Once the images are set aside, output the listing exactly as it stands.

Supplied records START

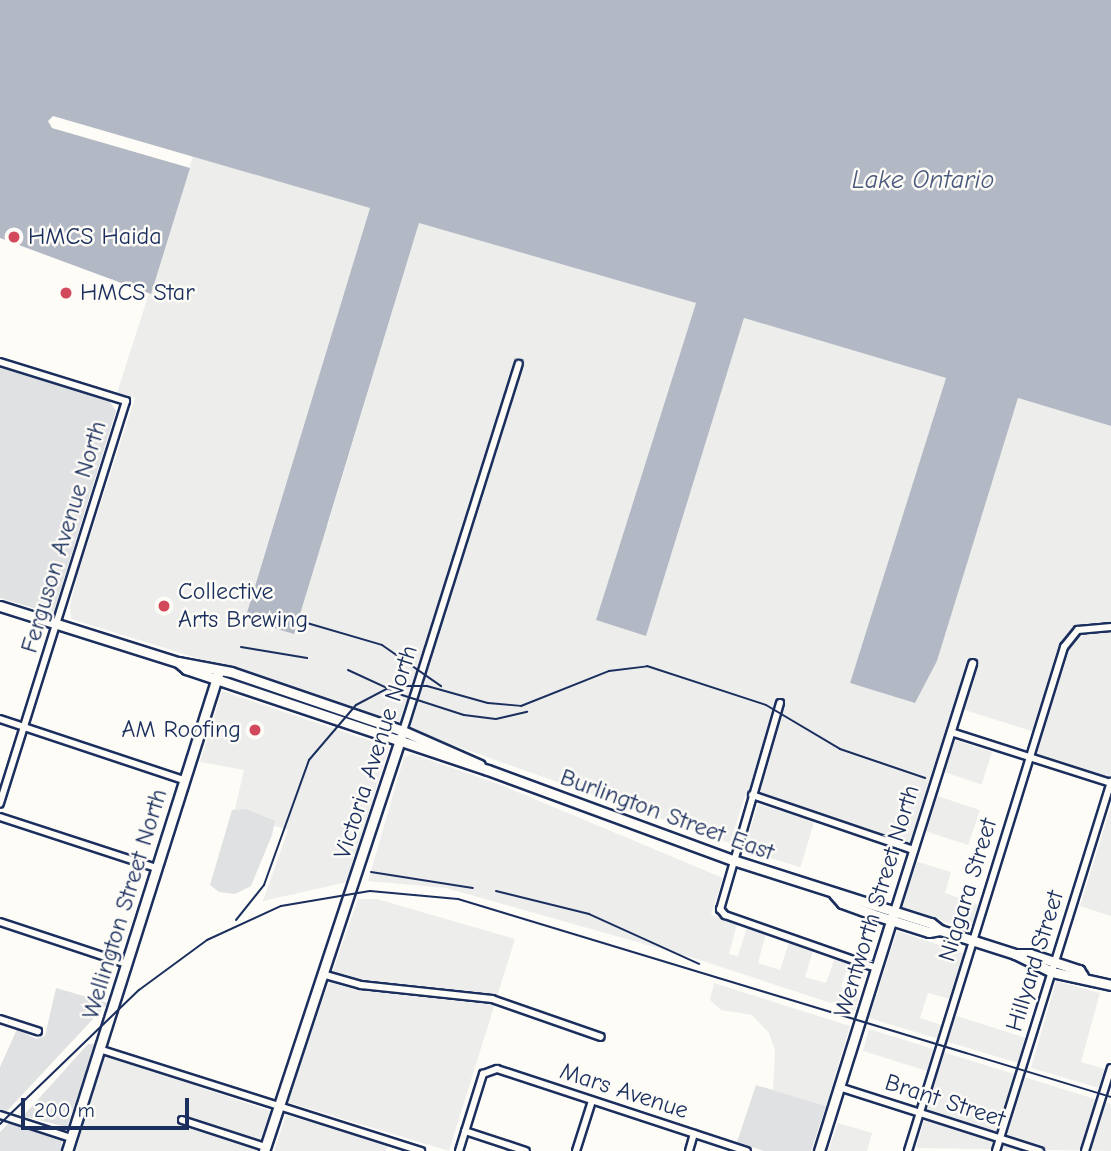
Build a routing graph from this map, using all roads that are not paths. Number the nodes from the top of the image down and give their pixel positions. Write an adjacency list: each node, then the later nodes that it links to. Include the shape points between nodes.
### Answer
1 (0, 362): 4 (street, Ferguson Avenue North, via 127,401)
2 (519, 365): 13 (street, Victoria Avenue North)
3 (0, 606): 4 (main road, Burlington Street East)
4 (57, 623): 6 (main road, Burlington Street East); 12 (street, Ferguson Avenue North)
5 (1111, 627): 16 (street, Niagara Street, via 1078,630 1067,641)
6 (178, 662): 8 (main road, Burlington Street East); 9 (main road, Burlington Street East)
7 (972, 663): 14 (street, Wentworth Street North)
8 (219, 668): 9 (main road, Wellington Street North); 13 (main road, Burlington Street East)
9 (217, 679): 15 (main road, Burlington Street East); 18 (main road, Wellington Street North)
10 (780, 703): 20 (street)
11 (0, 719): 12 (street)
12 (24, 726): 18 (street); 21 (street, Ferguson Avenue North)
13 (403, 731): 15 (main road, Victoria Avenue North); 17 (main road, Burlington Street East)
14 (951, 732): 16 (street); 23 (street, Wentworth Street North)
15 (400, 742): 17 (main road, Burlington Street East); 32 (main road, Victoria Avenue North)
16 (1030, 758): 19 (street); 28 (street, Niagara Street)
17 (488, 770): 24 (main road, Burlington Street East)
18 (183, 780): 25 (main road, Wellington Street North)
19 (1111, 783): 30 (street, Hillyard Street)
20 (752, 795): 23 (street); 24 (street)
21 (0, 804)
22 (0, 817): 25 (street)
23 (914, 850): 26 (street, Wentworth Street North)
24 (733, 860): 26 (main road, Burlington Street East, via 834,894 842,903); 31 (street, via 719,904 721,912)
25 (156, 868): 29 (main road, Wellington Street North)
26 (893, 915): 28 (main road, Burlington Street East); 31 (main road, Wentworth Street North)
27 (0, 922): 29 (street)
28 (973, 941): 30 (main road, Burlington Street East); 42 (street, Niagara Street)
29 (127, 964): 37 (main road, Wellington Street North)
30 (1054, 967): 33 (main road, Burlington Street East, via 1075,979 1083,976); 48 (street, Hillyard Street)
31 (876, 968): 39 (main road, Wentworth Street North)
32 (322, 974): 36 (street, via 361,985 492,999); 41 (main road, Victoria Avenue North)
33 (1111, 985)
34 (0, 1019): 35 (street)
35 (38, 1031)
36 (601, 1037)
37 (100, 1049): 41 (street); 47 (main road, Wellington Street North)
38 (1111, 1068): 62 (street)
39 (839, 1087): 42 (street, Brant Street); 58 (main road, Wentworth Street North)
40 (592, 1101): 45 (street, Mars Avenue, via 488,1070); 46 (street, Mars Avenue); 55 (street)
41 (280, 1106): 49 (main road, Victoria Avenue North); 50 (street)
42 (919, 1113): 48 (street, Brant Street); 59 (street, Niagara Street)
43 (0, 1115): 47 (street)
44 (182, 1120): 49 (street)
45 (465, 1131): 53 (street); 54 (street)
46 (694, 1134): 56 (street); 57 (street, Mars Avenue)
47 (71, 1138): 51 (main road, Wellington Street North)
48 (1000, 1139): 60 (street, Hillyard Street); 61 (street, Brant Street)
49 (265, 1149)
50 (409, 1149): 52 (street)
51 (67, 1151)
52 (421, 1151)
53 (459, 1151)
54 (526, 1151)
55 (576, 1151)
56 (689, 1151)
57 (747, 1151)
58 (819, 1151)
59 (908, 1151)
60 (996, 1151)
61 (1040, 1151)
62 (1085, 1151)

Supplied records END

Output of the exercise
Build a routing graph from this map, using all roads that are not paths. Number the nodes from the top of the image down and give their pixel positions. Write an adjacency list: each node, then the later nodes that it links to. Include the shape points between nodes.
### Answer
1 (0, 362): 4 (street, Ferguson Avenue North, via 127,401)
2 (519, 365): 13 (street, Victoria Avenue North)
3 (0, 606): 4 (main road, Burlington Street East)
4 (57, 623): 6 (main road, Burlington Street East); 12 (street, Ferguson Avenue North)
5 (1111, 627): 16 (street, Niagara Street, via 1078,630 1067,641)
6 (178, 662): 8 (main road, Burlington Street East); 9 (main road, Burlington Street East)
7 (972, 663): 14 (street, Wentworth Street North)
8 (219, 668): 9 (main road, Wellington Street North); 13 (main road, Burlington Street East)
9 (217, 679): 15 (main road, Burlington Street East); 18 (main road, Wellington Street North)
10 (780, 703): 20 (street)
11 (0, 719): 12 (street)
12 (24, 726): 18 (street); 21 (street, Ferguson Avenue North)
13 (403, 731): 15 (main road, Victoria Avenue North); 17 (main road, Burlington Street East)
14 (951, 732): 16 (street); 23 (street, Wentworth Street North)
15 (400, 742): 17 (main road, Burlington Street East); 32 (main road, Victoria Avenue North)
16 (1030, 758): 19 (street); 28 (street, Niagara Street)
17 (488, 770): 24 (main road, Burlington Street East)
18 (183, 780): 25 (main road, Wellington Street North)
19 (1111, 783): 30 (street, Hillyard Street)
20 (752, 795): 23 (street); 24 (street)
21 (0, 804)
22 (0, 817): 25 (street)
23 (914, 850): 26 (street, Wentworth Street North)
24 (733, 860): 26 (main road, Burlington Street East, via 834,894 842,903); 31 (street, via 719,904 721,912)
25 (156, 868): 29 (main road, Wellington Street North)
26 (893, 915): 28 (main road, Burlington Street East); 31 (main road, Wentworth Street North)
27 (0, 922): 29 (street)
28 (973, 941): 30 (main road, Burlington Street East); 42 (street, Niagara Street)
29 (127, 964): 37 (main road, Wellington Street North)
30 (1054, 967): 33 (main road, Burlington Street East, via 1075,979 1083,976); 48 (street, Hillyard Street)
31 (876, 968): 39 (main road, Wentworth Street North)
32 (322, 974): 36 (street, via 361,985 492,999); 41 (main road, Victoria Avenue North)
33 (1111, 985)
34 (0, 1019): 35 (street)
35 (38, 1031)
36 (601, 1037)
37 (100, 1049): 41 (street); 47 (main road, Wellington Street North)
38 (1111, 1068): 62 (street)
39 (839, 1087): 42 (street, Brant Street); 58 (main road, Wentworth Street North)
40 (592, 1101): 45 (street, Mars Avenue, via 488,1070); 46 (street, Mars Avenue); 55 (street)
41 (280, 1106): 49 (main road, Victoria Avenue North); 50 (street)
42 (919, 1113): 48 (street, Brant Street); 59 (street, Niagara Street)
43 (0, 1115): 47 (street)
44 (182, 1120): 49 (street)
45 (465, 1131): 53 (street); 54 (street)
46 (694, 1134): 56 (street); 57 (street, Mars Avenue)
47 (71, 1138): 51 (main road, Wellington Street North)
48 (1000, 1139): 60 (street, Hillyard Street); 61 (street, Brant Street)
49 (265, 1149)
50 (409, 1149): 52 (street)
51 (67, 1151)
52 (421, 1151)
53 (459, 1151)
54 (526, 1151)
55 (576, 1151)
56 (689, 1151)
57 (747, 1151)
58 (819, 1151)
59 (908, 1151)
60 (996, 1151)
61 (1040, 1151)
62 (1085, 1151)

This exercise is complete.